__Required work__
Omitting the pictures, print every line below exactly as it stands.

(Stored data entries)
..............................
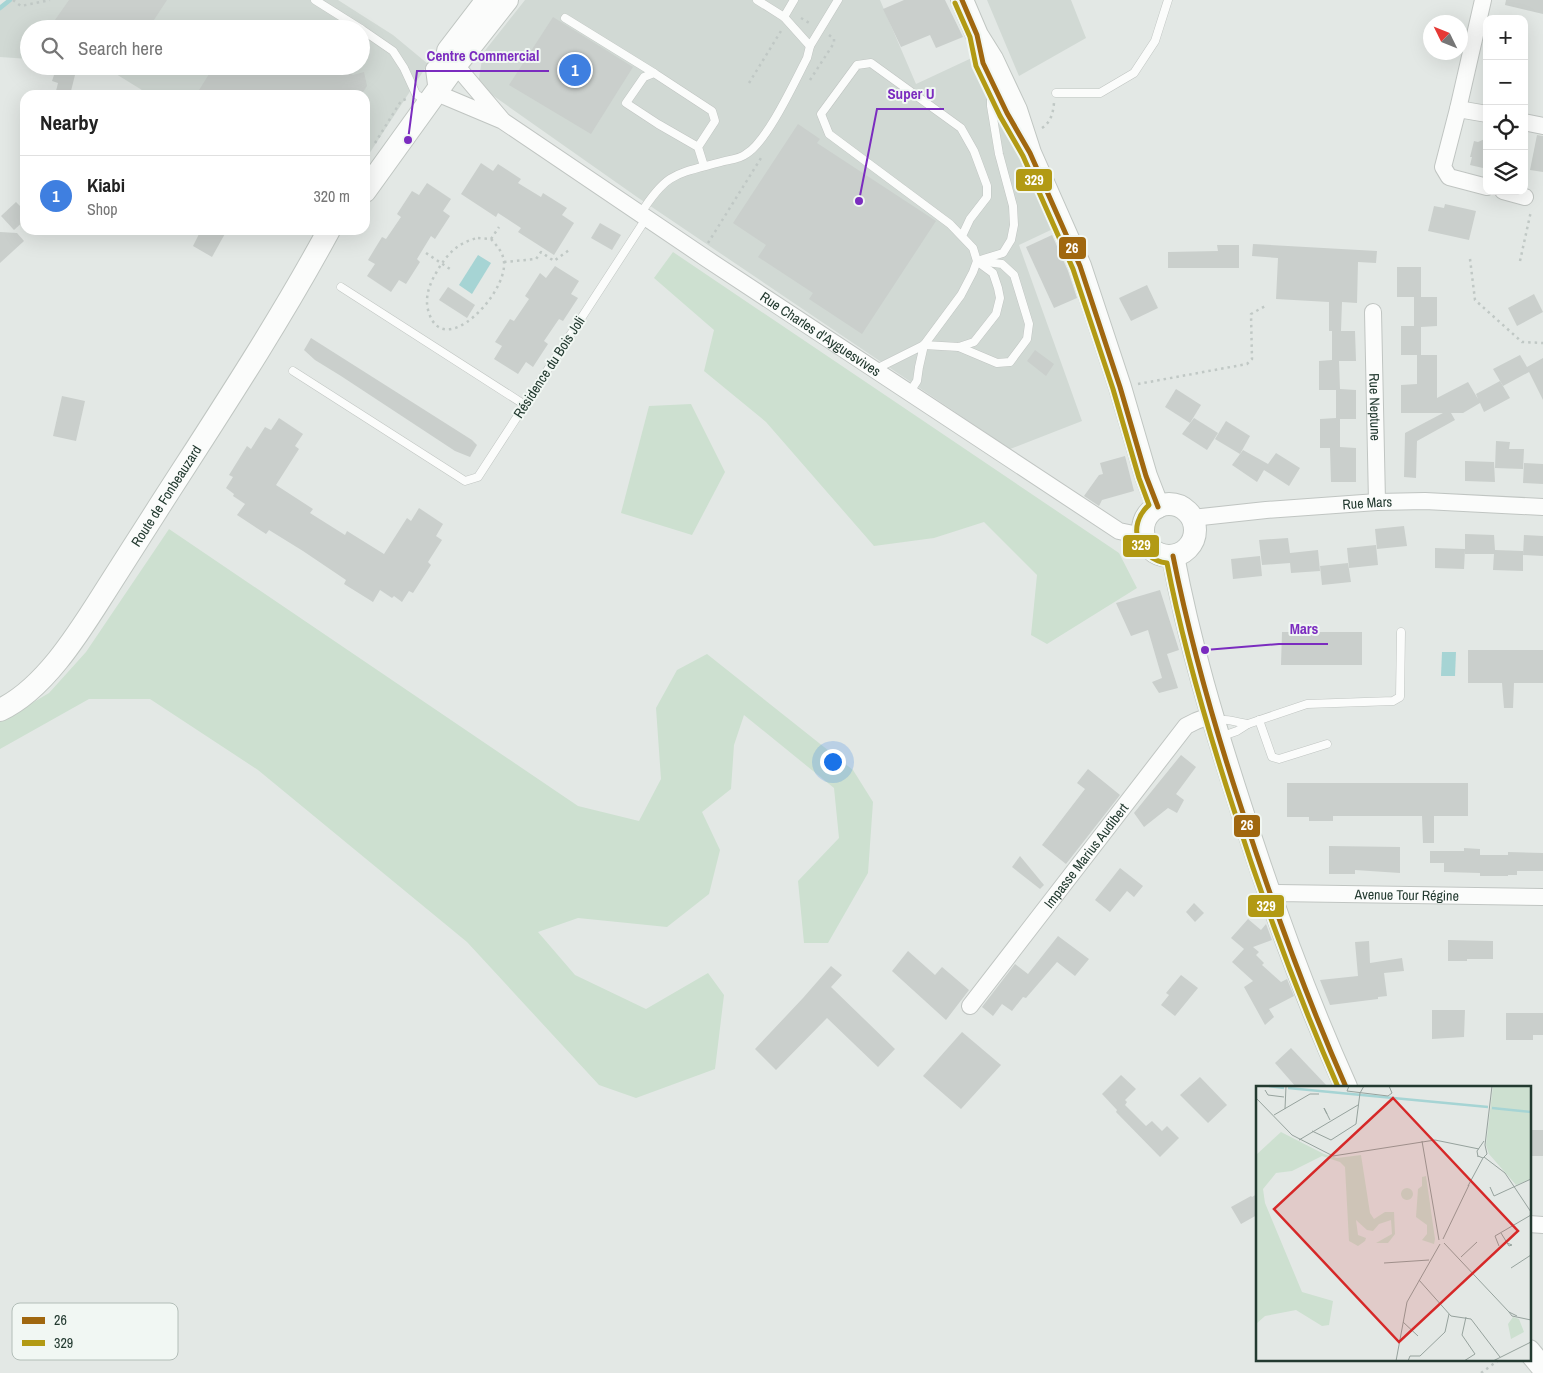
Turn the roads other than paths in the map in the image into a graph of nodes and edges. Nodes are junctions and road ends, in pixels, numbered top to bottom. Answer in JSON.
{"nodes":[{"id":1,"x":315,"y":0,"type":"edge"},
{"id":2,"x":487,"y":0,"type":"edge"},
{"id":3,"x":507,"y":0,"type":"edge"},
{"id":4,"x":757,"y":0,"type":"edge"},
{"id":5,"x":794,"y":0,"type":"edge"},
{"id":6,"x":838,"y":0,"type":"edge"},
{"id":7,"x":962,"y":0,"type":"edge"},
{"id":8,"x":1168,"y":0,"type":"edge"},
{"id":9,"x":1483,"y":0,"type":"edge"},
{"id":10,"x":565,"y":18,"type":"dead end"},
{"id":11,"x":786,"y":19,"type":"junction"},
{"id":12,"x":347,"y":20,"type":"edge"},
{"id":13,"x":370,"y":35,"type":"edge"},
{"id":14,"x":977,"y":35,"type":"junction"},
{"id":15,"x":810,"y":46,"type":"junction"},
{"id":16,"x":654,"y":73,"type":"junction"},
{"id":17,"x":991,"y":81,"type":"junction"},
{"id":18,"x":436,"y":84,"type":"junction"},
{"id":19,"x":1056,"y":93,"type":"road end"},
{"id":20,"x":1458,"y":109,"type":"junction"},
{"id":21,"x":1483,"y":113,"type":"edge"},
{"id":22,"x":503,"y":121,"type":"junction"},
{"id":23,"x":1528,"y":123,"type":"edge"},
{"id":24,"x":1543,"y":126,"type":"edge"},
{"id":25,"x":1028,"y":145,"type":"junction"},
{"id":26,"x":698,"y":147,"type":"junction"},
{"id":27,"x":370,"y":158,"type":"edge"},
{"id":28,"x":704,"y":166,"type":"junction"},
{"id":29,"x":370,"y":183,"type":"edge"},
{"id":30,"x":1483,"y":186,"type":"edge"},
{"id":31,"x":1518,"y":195,"type":"edge"},
{"id":32,"x":1525,"y":197,"type":"road end"},
{"id":33,"x":644,"y":215,"type":"junction"},
{"id":34,"x":326,"y":235,"type":"edge"},
{"id":35,"x":333,"y":235,"type":"edge"},
{"id":36,"x":962,"y":236,"type":"junction"},
{"id":37,"x":976,"y":261,"type":"junction"},
{"id":38,"x":311,"y":263,"type":"junction"},
{"id":39,"x":341,"y":286,"type":"dead end"},
{"id":40,"x":1373,"y":312,"type":"dead end"},
{"id":41,"x":924,"y":345,"type":"junction"},
{"id":42,"x":959,"y":347,"type":"junction"},
{"id":43,"x":293,"y":371,"type":"dead end"},
{"id":44,"x":878,"y":372,"type":"junction"},
{"id":45,"x":909,"y":392,"type":"junction"},
{"id":46,"x":525,"y":405,"type":"junction"},
{"id":47,"x":1377,"y":502,"type":"junction"},
{"id":48,"x":1158,"y":506,"type":"junction"},
{"id":49,"x":1543,"y":507,"type":"edge"},
{"id":50,"x":1192,"y":518,"type":"junction"},
{"id":51,"x":1143,"y":536,"type":"junction"},
{"id":52,"x":1173,"y":556,"type":"junction"},
{"id":53,"x":1401,"y":632,"type":"dead end"},
{"id":54,"x":0,"y":710,"type":"edge"},
{"id":55,"x":1259,"y":720,"type":"junction"},
{"id":56,"x":1248,"y":724,"type":"junction"},
{"id":57,"x":1214,"y":725,"type":"junction"},
{"id":58,"x":1327,"y":744,"type":"dead end"},
{"id":59,"x":1269,"y":895,"type":"junction"},
{"id":60,"x":1543,"y":897,"type":"edge"},
{"id":61,"x":970,"y":1006,"type":"dead end"},
{"id":62,"x":1346,"y":1086,"type":"edge"},
{"id":63,"x":1530,"y":1224,"type":"edge"},
{"id":64,"x":1543,"y":1225,"type":"edge"},
{"id":65,"x":1530,"y":1352,"type":"edge"},
{"id":66,"x":1543,"y":1368,"type":"edge"}],
"edges":[{"from":1,"to":12,"type":"lane"},
{"from":2,"to":18,"type":"main road"},
{"from":3,"to":18,"type":"main road"},
{"from":4,"to":11,"type":"lane"},
{"from":5,"to":11,"type":"lane"},
{"from":6,"to":15,"type":"lane","name":"Résidence du Bois Joli"},
{"from":7,"to":14,"type":"main road"},
{"from":8,"to":19,"type":"lane"},
{"from":9,"to":20,"type":"street"},
{"from":10,"to":16,"type":"lane"},
{"from":11,"to":15,"type":"lane"},
{"from":13,"to":18,"type":"lane"},
{"from":14,"to":17,"type":"main road"},
{"from":14,"to":25,"type":"main road"},
{"from":15,"to":28,"type":"lane","name":"Résidence du Bois Joli"},
{"from":16,"to":26,"type":"lane"},
{"from":16,"to":26,"type":"lane"},
{"from":17,"to":25,"type":"main road"},
{"from":17,"to":37,"type":"lane"},
{"from":18,"to":22,"type":"street","name":"Rue Charles d'Ayguesvives"},
{"from":18,"to":22,"type":"street","name":"Rue Charles d'Ayguesvives"},
{"from":18,"to":27,"type":"main road"},
{"from":18,"to":29,"type":"main road"},
{"from":20,"to":21,"type":"street"},
{"from":20,"to":30,"type":"street"},
{"from":22,"to":33,"type":"street","name":"Rue Charles d'Ayguesvives"},
{"from":23,"to":24,"type":"street"},
{"from":25,"to":48,"type":"main road"},
{"from":26,"to":28,"type":"lane"},
{"from":28,"to":33,"type":"lane","name":"Résidence du Bois Joli"},
{"from":31,"to":32,"type":"street"},
{"from":33,"to":44,"type":"street","name":"Rue Charles d'Ayguesvives"},
{"from":33,"to":46,"type":"lane","name":"Résidence du Bois Joli"},
{"from":34,"to":38,"type":"main road","name":"Route de Fonbeauzard"},
{"from":35,"to":38,"type":"main road","name":"Route de Fonbeauzard"},
{"from":36,"to":36,"type":"lane"},
{"from":36,"to":37,"type":"lane"},
{"from":37,"to":41,"type":"lane"},
{"from":37,"to":42,"type":"lane"},
{"from":37,"to":42,"type":"lane"},
{"from":38,"to":54,"type":"main road","name":"Route de Fonbeauzard"},
{"from":39,"to":46,"type":"lane"},
{"from":40,"to":47,"type":"street","name":"Rue Neptune"},
{"from":41,"to":42,"type":"lane"},
{"from":41,"to":44,"type":"lane"},
{"from":41,"to":45,"type":"lane"},
{"from":43,"to":46,"type":"lane","name":"Résidence du Bois Joli"},
{"from":44,"to":45,"type":"street","name":"Rue Charles d'Ayguesvives"},
{"from":45,"to":51,"type":"street","name":"Rue Charles d'Ayguesvives"},
{"from":47,"to":49,"type":"street","name":"Rue Mars"},
{"from":47,"to":50,"type":"street","name":"Rue Mars"},
{"from":48,"to":50,"type":"main road"},
{"from":48,"to":51,"type":"main road"},
{"from":50,"to":52,"type":"main road"},
{"from":51,"to":52,"type":"main road"},
{"from":52,"to":57,"type":"main road"},
{"from":53,"to":55,"type":"lane"},
{"from":55,"to":56,"type":"lane"},
{"from":55,"to":58,"type":"lane"},
{"from":56,"to":57,"type":"lane"},
{"from":56,"to":57,"type":"lane"},
{"from":57,"to":59,"type":"main road"},
{"from":57,"to":61,"type":"street","name":"Impasse Marius Audibert"},
{"from":59,"to":60,"type":"street","name":"Avenue Tour Régine"},
{"from":59,"to":62,"type":"main road"},
{"from":63,"to":64,"type":"street"},
{"from":65,"to":66,"type":"main road"}]}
..............................
__Exercise response__
Turn the roads other than paths in the map in the image into a graph of nodes and edges. Nodes are junctions and road ends, in pixels, numbered top to bottom. Answer in JSON.
{"nodes":[{"id":1,"x":315,"y":0,"type":"edge"},
{"id":2,"x":487,"y":0,"type":"edge"},
{"id":3,"x":507,"y":0,"type":"edge"},
{"id":4,"x":757,"y":0,"type":"edge"},
{"id":5,"x":794,"y":0,"type":"edge"},
{"id":6,"x":838,"y":0,"type":"edge"},
{"id":7,"x":962,"y":0,"type":"edge"},
{"id":8,"x":1168,"y":0,"type":"edge"},
{"id":9,"x":1483,"y":0,"type":"edge"},
{"id":10,"x":565,"y":18,"type":"dead end"},
{"id":11,"x":786,"y":19,"type":"junction"},
{"id":12,"x":347,"y":20,"type":"edge"},
{"id":13,"x":370,"y":35,"type":"edge"},
{"id":14,"x":977,"y":35,"type":"junction"},
{"id":15,"x":810,"y":46,"type":"junction"},
{"id":16,"x":654,"y":73,"type":"junction"},
{"id":17,"x":991,"y":81,"type":"junction"},
{"id":18,"x":436,"y":84,"type":"junction"},
{"id":19,"x":1056,"y":93,"type":"road end"},
{"id":20,"x":1458,"y":109,"type":"junction"},
{"id":21,"x":1483,"y":113,"type":"edge"},
{"id":22,"x":503,"y":121,"type":"junction"},
{"id":23,"x":1528,"y":123,"type":"edge"},
{"id":24,"x":1543,"y":126,"type":"edge"},
{"id":25,"x":1028,"y":145,"type":"junction"},
{"id":26,"x":698,"y":147,"type":"junction"},
{"id":27,"x":370,"y":158,"type":"edge"},
{"id":28,"x":704,"y":166,"type":"junction"},
{"id":29,"x":370,"y":183,"type":"edge"},
{"id":30,"x":1483,"y":186,"type":"edge"},
{"id":31,"x":1518,"y":195,"type":"edge"},
{"id":32,"x":1525,"y":197,"type":"road end"},
{"id":33,"x":644,"y":215,"type":"junction"},
{"id":34,"x":326,"y":235,"type":"edge"},
{"id":35,"x":333,"y":235,"type":"edge"},
{"id":36,"x":962,"y":236,"type":"junction"},
{"id":37,"x":976,"y":261,"type":"junction"},
{"id":38,"x":311,"y":263,"type":"junction"},
{"id":39,"x":341,"y":286,"type":"dead end"},
{"id":40,"x":1373,"y":312,"type":"dead end"},
{"id":41,"x":924,"y":345,"type":"junction"},
{"id":42,"x":959,"y":347,"type":"junction"},
{"id":43,"x":293,"y":371,"type":"dead end"},
{"id":44,"x":878,"y":372,"type":"junction"},
{"id":45,"x":909,"y":392,"type":"junction"},
{"id":46,"x":525,"y":405,"type":"junction"},
{"id":47,"x":1377,"y":502,"type":"junction"},
{"id":48,"x":1158,"y":506,"type":"junction"},
{"id":49,"x":1543,"y":507,"type":"edge"},
{"id":50,"x":1192,"y":518,"type":"junction"},
{"id":51,"x":1143,"y":536,"type":"junction"},
{"id":52,"x":1173,"y":556,"type":"junction"},
{"id":53,"x":1401,"y":632,"type":"dead end"},
{"id":54,"x":0,"y":710,"type":"edge"},
{"id":55,"x":1259,"y":720,"type":"junction"},
{"id":56,"x":1248,"y":724,"type":"junction"},
{"id":57,"x":1214,"y":725,"type":"junction"},
{"id":58,"x":1327,"y":744,"type":"dead end"},
{"id":59,"x":1269,"y":895,"type":"junction"},
{"id":60,"x":1543,"y":897,"type":"edge"},
{"id":61,"x":970,"y":1006,"type":"dead end"},
{"id":62,"x":1346,"y":1086,"type":"edge"},
{"id":63,"x":1530,"y":1224,"type":"edge"},
{"id":64,"x":1543,"y":1225,"type":"edge"},
{"id":65,"x":1530,"y":1352,"type":"edge"},
{"id":66,"x":1543,"y":1368,"type":"edge"}],
"edges":[{"from":1,"to":12,"type":"lane"},
{"from":2,"to":18,"type":"main road"},
{"from":3,"to":18,"type":"main road"},
{"from":4,"to":11,"type":"lane"},
{"from":5,"to":11,"type":"lane"},
{"from":6,"to":15,"type":"lane","name":"Résidence du Bois Joli"},
{"from":7,"to":14,"type":"main road"},
{"from":8,"to":19,"type":"lane"},
{"from":9,"to":20,"type":"street"},
{"from":10,"to":16,"type":"lane"},
{"from":11,"to":15,"type":"lane"},
{"from":13,"to":18,"type":"lane"},
{"from":14,"to":17,"type":"main road"},
{"from":14,"to":25,"type":"main road"},
{"from":15,"to":28,"type":"lane","name":"Résidence du Bois Joli"},
{"from":16,"to":26,"type":"lane"},
{"from":16,"to":26,"type":"lane"},
{"from":17,"to":25,"type":"main road"},
{"from":17,"to":37,"type":"lane"},
{"from":18,"to":22,"type":"street","name":"Rue Charles d'Ayguesvives"},
{"from":18,"to":22,"type":"street","name":"Rue Charles d'Ayguesvives"},
{"from":18,"to":27,"type":"main road"},
{"from":18,"to":29,"type":"main road"},
{"from":20,"to":21,"type":"street"},
{"from":20,"to":30,"type":"street"},
{"from":22,"to":33,"type":"street","name":"Rue Charles d'Ayguesvives"},
{"from":23,"to":24,"type":"street"},
{"from":25,"to":48,"type":"main road"},
{"from":26,"to":28,"type":"lane"},
{"from":28,"to":33,"type":"lane","name":"Résidence du Bois Joli"},
{"from":31,"to":32,"type":"street"},
{"from":33,"to":44,"type":"street","name":"Rue Charles d'Ayguesvives"},
{"from":33,"to":46,"type":"lane","name":"Résidence du Bois Joli"},
{"from":34,"to":38,"type":"main road","name":"Route de Fonbeauzard"},
{"from":35,"to":38,"type":"main road","name":"Route de Fonbeauzard"},
{"from":36,"to":36,"type":"lane"},
{"from":36,"to":37,"type":"lane"},
{"from":37,"to":41,"type":"lane"},
{"from":37,"to":42,"type":"lane"},
{"from":37,"to":42,"type":"lane"},
{"from":38,"to":54,"type":"main road","name":"Route de Fonbeauzard"},
{"from":39,"to":46,"type":"lane"},
{"from":40,"to":47,"type":"street","name":"Rue Neptune"},
{"from":41,"to":42,"type":"lane"},
{"from":41,"to":44,"type":"lane"},
{"from":41,"to":45,"type":"lane"},
{"from":43,"to":46,"type":"lane","name":"Résidence du Bois Joli"},
{"from":44,"to":45,"type":"street","name":"Rue Charles d'Ayguesvives"},
{"from":45,"to":51,"type":"street","name":"Rue Charles d'Ayguesvives"},
{"from":47,"to":49,"type":"street","name":"Rue Mars"},
{"from":47,"to":50,"type":"street","name":"Rue Mars"},
{"from":48,"to":50,"type":"main road"},
{"from":48,"to":51,"type":"main road"},
{"from":50,"to":52,"type":"main road"},
{"from":51,"to":52,"type":"main road"},
{"from":52,"to":57,"type":"main road"},
{"from":53,"to":55,"type":"lane"},
{"from":55,"to":56,"type":"lane"},
{"from":55,"to":58,"type":"lane"},
{"from":56,"to":57,"type":"lane"},
{"from":56,"to":57,"type":"lane"},
{"from":57,"to":59,"type":"main road"},
{"from":57,"to":61,"type":"street","name":"Impasse Marius Audibert"},
{"from":59,"to":60,"type":"street","name":"Avenue Tour Régine"},
{"from":59,"to":62,"type":"main road"},
{"from":63,"to":64,"type":"street"},
{"from":65,"to":66,"type":"main road"}]}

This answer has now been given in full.